En marge du sommet artistique que constitue le festival, des clubs profitent de l’afflux touristique pour organiser des soirées ciblées “blues”. Outre le Legend’s dont c’est la raison d’être, avec un lancement radio et un défilé d’invités au micro de Tom Marker (MC du festival), nous avons préféré le Reggie’s, proche de Chinatown et d’ordinaire antre rock. En édition spéciale, son All Star Harmonica Blast annuel.
Martin Lang : gros sound riche sur des tempos moyens, sa signature débonnaire. Rob Stone : un maître du swing littlewalterien et un chanteur crédible qui sait “emballer”. Omar Coleman : rude, baveux et soul.

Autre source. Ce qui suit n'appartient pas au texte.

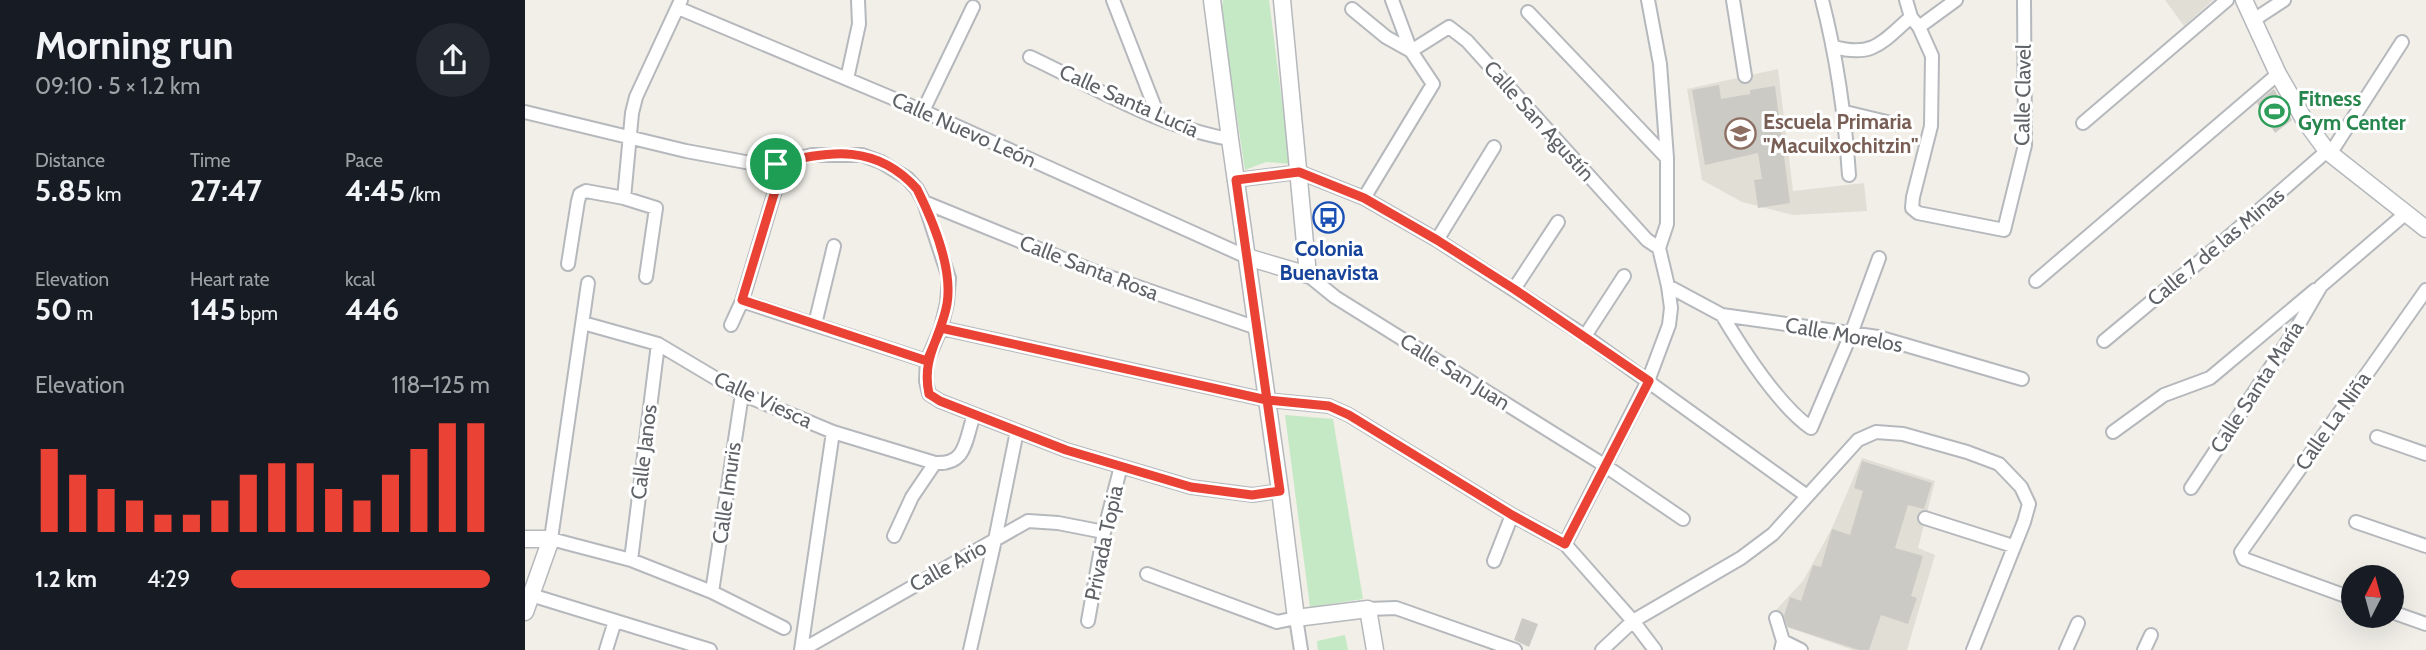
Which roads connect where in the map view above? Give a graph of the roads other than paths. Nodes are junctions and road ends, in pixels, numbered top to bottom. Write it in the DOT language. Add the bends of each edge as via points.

Oscar Wilson : le chanteur des Cashbox Kings, en mode rétro Muddy/Jimmy Rogers, impeccablement swingué par Kenny Smith (batterie) et Mike Scharf (basse). Sa collègue des Kings, la Nippo-Américaine Lee Kanehira (piano) se distingue d’année en année. Annoncé sur l’affiche, Joe Nosek est absent pour cause de remise de diplôme de sa fille aînée. À la guitare subtile et efficace, le jeune Andrew Diehl. Autre habitué du rendez-vous annuel, Joey J. Saye, qui devient surexposé dans son répertoire country blues urbain à la Big Boy Crudup. Enfin, des personnalités présentes s’invitent sur scène : Matthew Skoller, toujours the right man in the right place, Scott Dirks, l’un des co-auteurs de l’insurpassable bio sur Little Walter. Le sympa oldie but goodie Willie Buck vient nous rappeler son existence.

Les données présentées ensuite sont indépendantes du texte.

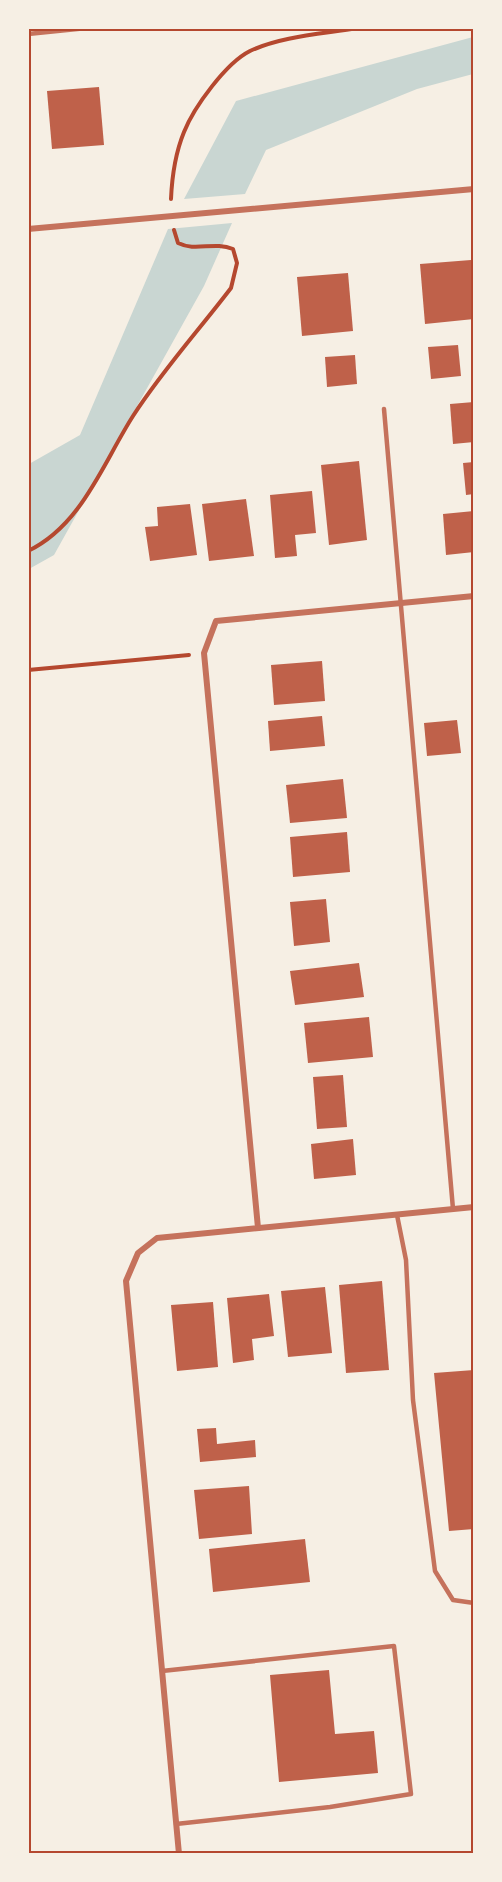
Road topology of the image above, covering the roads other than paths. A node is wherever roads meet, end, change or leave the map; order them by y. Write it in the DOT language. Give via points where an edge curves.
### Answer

Le lendemain soir, c’est la Chicago Blues Super Session, avec une erreur tactique du guitariste Dave Katzman, son organisateur : tout comme vous ne commanderiez pas votre hamburger au rez-de-chaussée et vos frites à l’étage, on ne programme pas simultanément des favoris dans la salle principale et Gerry Hunt One Man Band/Stephen Hull Experience au Comedy Club et ce sans pause ni horaire ni certitude de pouvoir garder votre place. Et je passe sur l’expo photos. Conclusion : le pauvre Hull se produira dans le vide froid de la climatisation. En bas, c’est le show des “suspects habituels” : Billy Flynn (guitare), Bob Stroger (chant, basse), Pookie Stix (batterie), John Kattke (clavier), Melvin Smith (basse), Oscar Wilson (chant)et les fulgurances de Johnny Burgin (guitare, chant). Madame Katzman, Annie Lowe, au chant, est dispensable comme à chaque édition.

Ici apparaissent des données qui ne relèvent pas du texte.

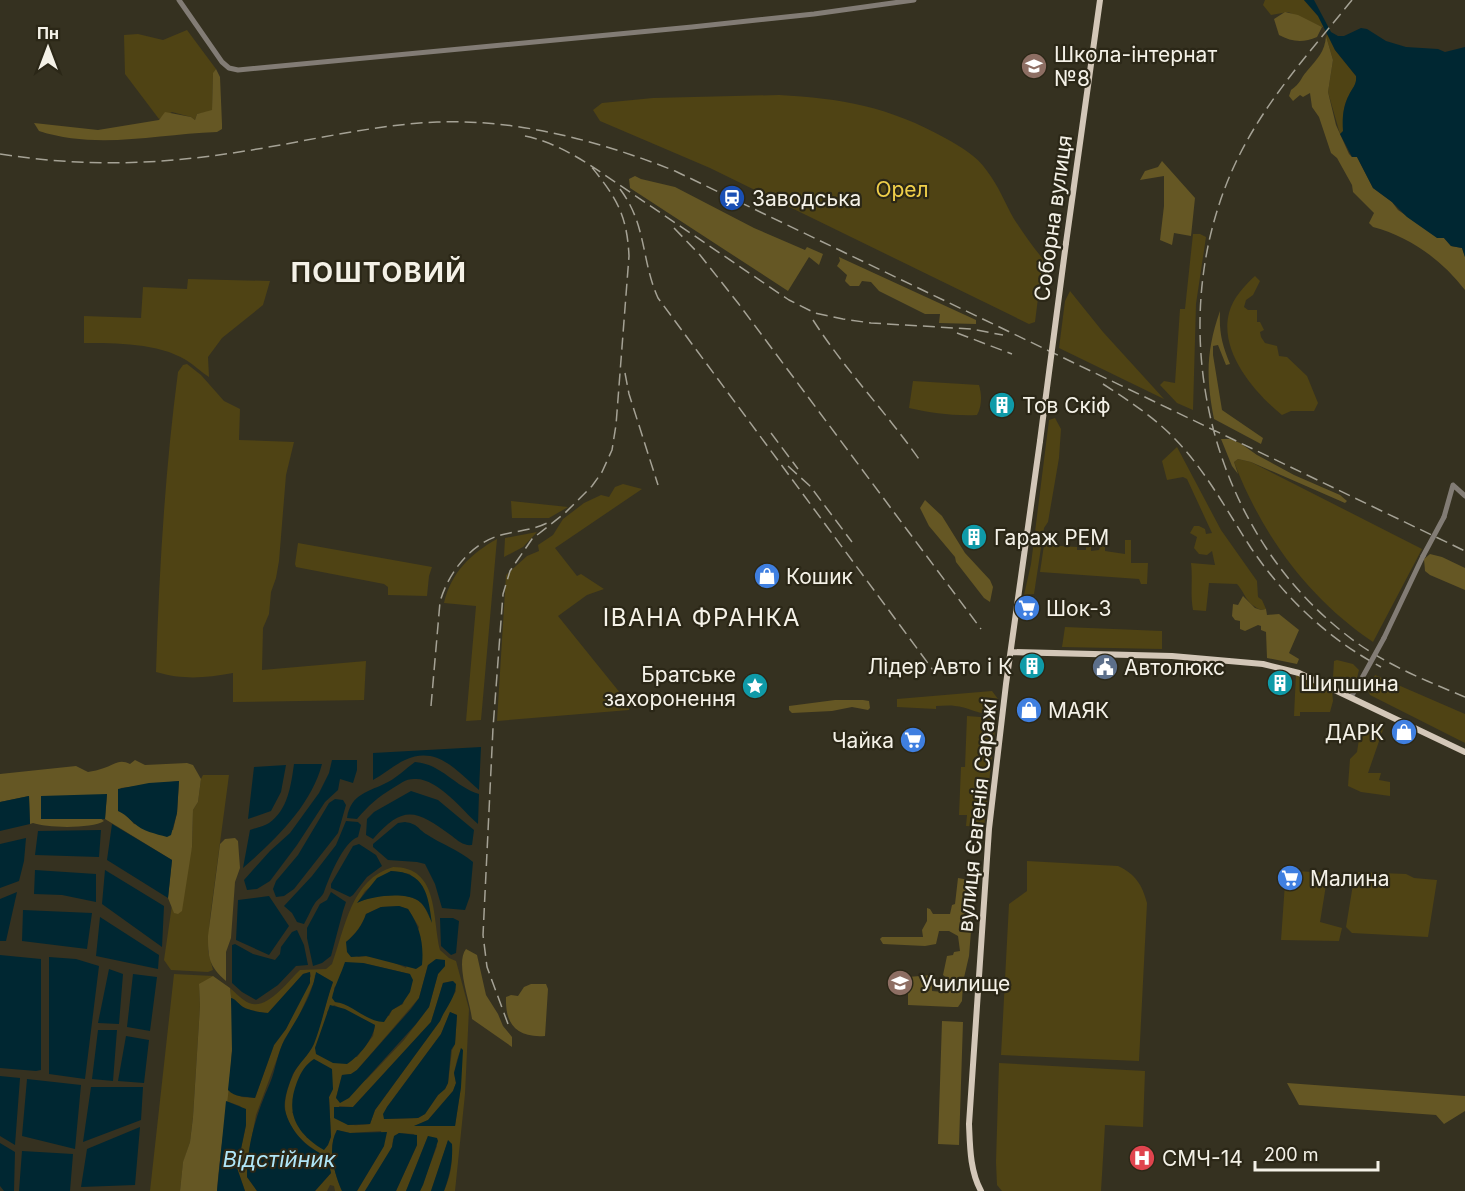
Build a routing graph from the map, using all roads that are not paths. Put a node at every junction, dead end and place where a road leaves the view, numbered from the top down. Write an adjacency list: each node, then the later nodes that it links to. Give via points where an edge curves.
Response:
1 (179, 0): 3 (street, via 222,62 238,70 692,27)
2 (1100, 0): 4 (main road, Соборна вулиця, bridge)
3 (911, 1)
4 (1040, 441): 6 (main road, вулиця Євгенія Саражі)
5 (1465, 496): 7 (street, bridge, via 1453,485 1444,517)
6 (1011, 652): 7 (main road, via 1172,656 1263,664 1299,673); 9 (main road, вулиця Євгенія Саражі, via 989,829 969,1124 970,1152)
7 (1351, 698): 8 (main road)
8 (1465, 752)
9 (981, 1191)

Le samedi, la fondation Blues Heaven de Willie Dixon organise sa visite guidée avec soul food de l’ex-studio Chess, toujours en rénovation. Superbes sets en petit comité de Nick Moss (chant, guitare), son contrebassiste et batteur tous trois en nuances et ambiance à la Jimmy Rogers. Au piano acoustique et vocaux distingués, Ben Levin ; ses choix Willie Mabon prennent alors tout leur sens.
Le dimanche offrait peu de possibilités au vu de la programmation incertaine du Kingston Mines, Nick’s Beer Garden et les deux Smokedaddy’s dévalorisés, surtout un soir de match des Cubs. Une valeur sûre s’imposait alors par défaut : le minuscule Blue Chicago, coincé entre des hôtels et la House Of Blues qui ne l’est plus depuis longtemps. Chance : la chanteuse-entertainer du jour était Laretha Weathersby, convaincante même dans les standards, bien accompagnée par Carlos Showers à la guitare, une section rythmique dynamique et, aux claviers posés sur une table, tant la scène est restreinte, Tony Llorens, un vétéran-producteur/accompagnateur d’Albert King. Qu’est-ce qu’il était content qu’un spectateur d’un soir – votre serviteur – se souvienne de lui, ne serait-ce qu’au travers de l’hommage rendu à son boss par le festival l’an passé et auquel il avait été associé !
Enfin, il est encore plus difficile de trouver un concert le lundi soir… sauf au Green Mill, club kitch-rétro de jazz datant de la Prohibition et qui en a gardé toute la décoration et son atmosphère Certains l’aiment chaud. Au programme : Joel Paterson (chant, guitare, pedal steel) & Friends. Ce soir, nouvelle configuration avec deux saxophones, une contrebasse ronde et subtile et son fidèle batteur nuancé Alex Hall, dans un répertoire swing, de Duke Ellington à Louis Jordan. Paterson est probablement le plus classieux des guitaristes de la Windy City. Dans le public, Vanessa Collier et Laura Chavez n’en perdent pas une note d’autant plus que la taverne ne sert pas de restauration et que les spectateurs sont invités à couper leur portable afin de ne pas divertir l’attention portée aux artistes ! Cette soirée élégante et sophistiquée clôturait en beauté et en souvenirs notre séjour à Chicago.